Analysis/Warsaw Summit Will Test U.S. Gamble on Israeli-Arab Pact Against Iran
تحليل لأمير تيبون من الهآرتس: قمة وارسو هي امتحان لمراهنة أميركا على قيام حلف إسرائيلي عربي ضد إيران

Amir Tibon/Haaretz/February 13/19
http://eliasbejjaninews.com/archives/72127/amir-tibon-haaretz-warsaw-summit-will-test-u-s-gamble-on-israeli-arab-pact-against-iran-%d8%aa%d8%ad%d9%84%d9%8a%d9%84-%d9%84%d8%a3%d9%85%d9%8a%d8%b1-%d8%aa%d9%8a%d8%a8%d9%88%d9%86-%d9%85%d9%86/
Experts agree that although relations between Israel and Arab Sunni states have improved in recent years, that doesn’t mean the U.S. peace plan has a big chance of succeeding
WASHINGTON - This week’s global summit in Warsaw will test the main pillar of the Trump administration’s policy in the Middle East: The belief that Israel and key Arab states can form an alliance against Iran, even when peace talks between Israel and the Palestinians seem more distant than ever.
According to the Foreign Ministry of Poland, which is hosting the event, at least 10 Arab countries will send representatives to Wednesday and Thursday's summit, called Ministerial to Promote a Future of Peace and Security in the Middle East. The countries expected to attend include Saudi Arabia, the United Arab Emirates, Qatar, Egypt, Jordan, Morocco and Bahrain. (The Palestinian Authority was invited but is not participating, and has in fact asked other Arab states to boycott the gathering.)
Israel will be represented by Prime Minister Benjamin Netanyahu. As for the United States, it will have a number of senior officials present, including Secretary of State Mike Pompeo and President Trump’s son-in-law and senior adviser, Jared Kushner.
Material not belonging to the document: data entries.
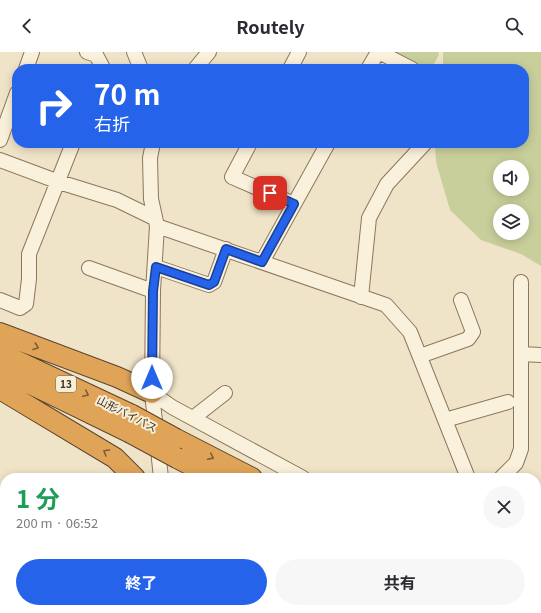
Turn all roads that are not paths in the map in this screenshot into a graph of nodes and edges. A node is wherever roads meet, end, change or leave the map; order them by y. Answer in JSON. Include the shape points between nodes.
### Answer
{"nodes":[{"id":1,"x":32,"y":52,"type":"edge"},
{"id":2,"x":86,"y":52,"type":"edge"},
{"id":3,"x":134,"y":52,"type":"edge"},
{"id":4,"x":209,"y":52,"type":"edge"},
{"id":5,"x":299,"y":52,"type":"edge"},
{"id":6,"x":379,"y":52,"type":"edge"},
{"id":7,"x":28,"y":64,"type":"edge"},
{"id":8,"x":101,"y":64,"type":"edge"},
{"id":9,"x":139,"y":64,"type":"edge"},
{"id":10,"x":199,"y":64,"type":"edge"},
{"id":11,"x":293,"y":64,"type":"edge"},
{"id":12,"x":371,"y":64,"type":"edge"},
{"id":13,"x":402,"y":64,"type":"edge"},
{"id":14,"x":12,"y":107,"type":"edge"},
{"id":15,"x":0,"y":140,"type":"edge"},
{"id":16,"x":71,"y":148,"type":"edge"},
{"id":17,"x":152,"y":148,"type":"edge"},
{"id":18,"x":247,"y":148,"type":"edge"},
{"id":19,"x":325,"y":148,"type":"edge"},
{"id":20,"x":420,"y":148,"type":"edge"},
{"id":21,"x":0,"y":160,"type":"edge"},
{"id":22,"x":59,"y":182,"type":"junction"},
{"id":23,"x":294,"y":204,"type":"junction"},
{"id":24,"x":155,"y":222,"type":"junction"},
{"id":25,"x":226,"y":249,"type":"junction"},
{"id":26,"x":262,"y":262,"type":"junction"},
{"id":27,"x":156,"y":267,"type":"junction"},
{"id":28,"x":89,"y":268,"type":"dead end"},
{"id":29,"x":521,"y":282,"type":"dead end"},
{"id":30,"x":153,"y":291,"type":"junction"},
{"id":31,"x":361,"y":297,"type":"junction"},
{"id":32,"x":0,"y":300,"type":"edge"},
{"id":33,"x":461,"y":300,"type":"dead end"},
{"id":34,"x":0,"y":333,"type":"edge"},
{"id":35,"x":0,"y":353,"type":"edge"},
{"id":36,"x":521,"y":354,"type":"junction"},
{"id":37,"x":541,"y":355,"type":"edge"},
{"id":38,"x":420,"y":356,"type":"junction"},
{"id":39,"x":0,"y":369,"type":"edge"},
{"id":40,"x":0,"y":389,"type":"edge"},
{"id":41,"x":152,"y":393,"type":"junction"},
{"id":42,"x":225,"y":393,"type":"dead end"},
{"id":43,"x":508,"y":402,"type":"dead end"},
{"id":44,"x":193,"y":418,"type":"junction"},
{"id":45,"x":445,"y":420,"type":"junction"},
{"id":46,"x":131,"y":424,"type":"junction"},
{"id":47,"x":176,"y":449,"type":"junction"},
{"id":48,"x":130,"y":473,"type":"edge"},
{"id":49,"x":160,"y":473,"type":"edge"},
{"id":50,"x":209,"y":473,"type":"edge"},
{"id":51,"x":239,"y":473,"type":"edge"},
{"id":52,"x":294,"y":473,"type":"edge"},
{"id":53,"x":466,"y":473,"type":"edge"},
{"id":54,"x":506,"y":473,"type":"edge"}],
"edges":[{"from":1,"to":7,"type":"street"},
{"from":2,"to":8,"type":"street","via":[[96,55]]},
{"from":3,"to":9,"type":"street"},
{"from":4,"to":10,"type":"street"},
{"from":5,"to":11,"type":"street"},
{"from":6,"to":12,"type":"street"},
{"from":6,"to":13,"type":"street"},
{"from":14,"to":15,"type":"street"},
{"from":16,"to":22,"type":"street"},
{"from":17,"to":24,"type":"street","via":[[151,199]]},
{"from":18,"to":23,"type":"street","via":[[232,177]]},
{"from":19,"to":23,"type":"street"},
{"from":20,"to":31,"type":"street","via":[[387,184],[369,218]]},
{"from":21,"to":22,"type":"street"},
{"from":22,"to":24,"type":"street","via":[[117,200]]},
{"from":22,"to":32,"type":"street","via":[[29,254],[26,304],[20,308]]},
{"from":23,"to":26,"type":"street"},
{"from":24,"to":25,"type":"street"},
{"from":24,"to":27,"type":"street"},
{"from":25,"to":26,"type":"street"},
{"from":25,"to":27,"type":"street","via":[[214,282],[209,285]]},
{"from":26,"to":31,"type":"street"},
{"from":27,"to":30,"type":"street"},
{"from":28,"to":30,"type":"street"},
{"from":29,"to":36,"type":"street"},
{"from":30,"to":41,"type":"street"},
{"from":31,"to":38,"type":"street","via":[[386,306],[398,316],[410,332]]},
{"from":33,"to":38,"type":"street","via":[[474,332],[468,339]]},
{"from":34,"to":41,"type":"highway","one_way":true,"via":[[117,377]]},
{"from":35,"to":46,"type":"highway","name":"山形バイパス","number":"13","one_way":true},
{"from":36,"to":37,"type":"street"},
{"from":36,"to":54,"type":"street","via":[[521,449],[516,462]]},
{"from":38,"to":45,"type":"street"},
{"from":39,"to":46,"type":"highway","name":"山形バイパス","number":"13"},
{"from":48,"to":40,"type":"highway","one_way":true,"via":[[115,458]]},
{"from":41,"to":44,"type":"street"},
{"from":41,"to":49,"type":"street"},
{"from":42,"to":44,"type":"street"},
{"from":43,"to":45,"type":"street"},
{"from":44,"to":52,"type":"street"},
{"from":45,"to":53,"type":"street"},
{"from":46,"to":47,"type":"highway","name":"山形バイパス","number":"13","bridge":true},
{"from":47,"to":50,"type":"highway","name":"山形バイパス","number":"13"},
{"from":47,"to":51,"type":"highway","name":"山形バイパス","number":"13","one_way":true}]}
The administration originally characterized the summit as focusing on Iran and the threats it poses to different countries in the region. That description caused some European countries – which are less hostile toward Iran than the Trump administration – to express skepticism about the event. Over time, the description shifted from focusing on Iran to a broader emphasis on peace, stability and security in the Middle East.
For the Trump administration, however, these two topics – stability in the Middle East and confronting Iran – are closely linked. The administration wants to bring Israel and the Sunni Arab states closer to each other and to see them working together against Iran and Hezbollah, two common enemies.
That is one of the main purposes of the administration’s long-gestating peace plan, which could be published after the upcoming Israeli election on April 9.
For years, Israel’s clandestine intelligence and security ties with these Sunni states were kept away from the public eye – mainly because Arab rulers worried about being seen as too close to Israel while the Palestinians in the West Bank and East Jerusalem continued to live under an Israeli military occupation, and those in Gaza continued to suffer from Israeli-implemented restrictions.
Yet over the past two years, the Trump administration has closely monitored what it sees as encouraging signs about an Arab willingness to publicly engage with Israel. These include Netanyahu’s visit to Oman last October; a series of tweets and statements by Bahraini officials in support of Israeli actions against Iran and Hezbollah; a statement by Saudi Crown Prince Mohammed bin Salman that Israel has the right to exist; and two public meetings between Netanyahu and Egyptian President Abdel-Fattah al-Sissi.
At the same time, though, the official statements of all Arab governments have emphasized continued support for the 2002 Arab Peace Initiative, which calls for the creation of an independent Palestinian state in the West Bank and Gaza with East Jerusalem as its capital.
That position is the complete opposite of Netanyahu’s right-wing government, and it will be a major surprise if the Trump administration’s peace plan is closer to the Arab Peace Initiative than to Netanyahu’s demands. Unless the Trump administration surprises all of the skeptics who believe its peace plan will be a softer version of the platform of Netanyahu's Likud party, it is all but certain the Palestinians will have an easy time portraying it as too tilted toward Israel, and therefore a “nonstarter” for peace talks.
The main question is whether any Arab countries will take a different position if the Palestinian Authority rejects the peace plan as biased and unfair. White House officials have told Haaretz on two separate occasions over the past year that the plan won’t be a “take it or leave it” document, but rather a potential basis for negotiations.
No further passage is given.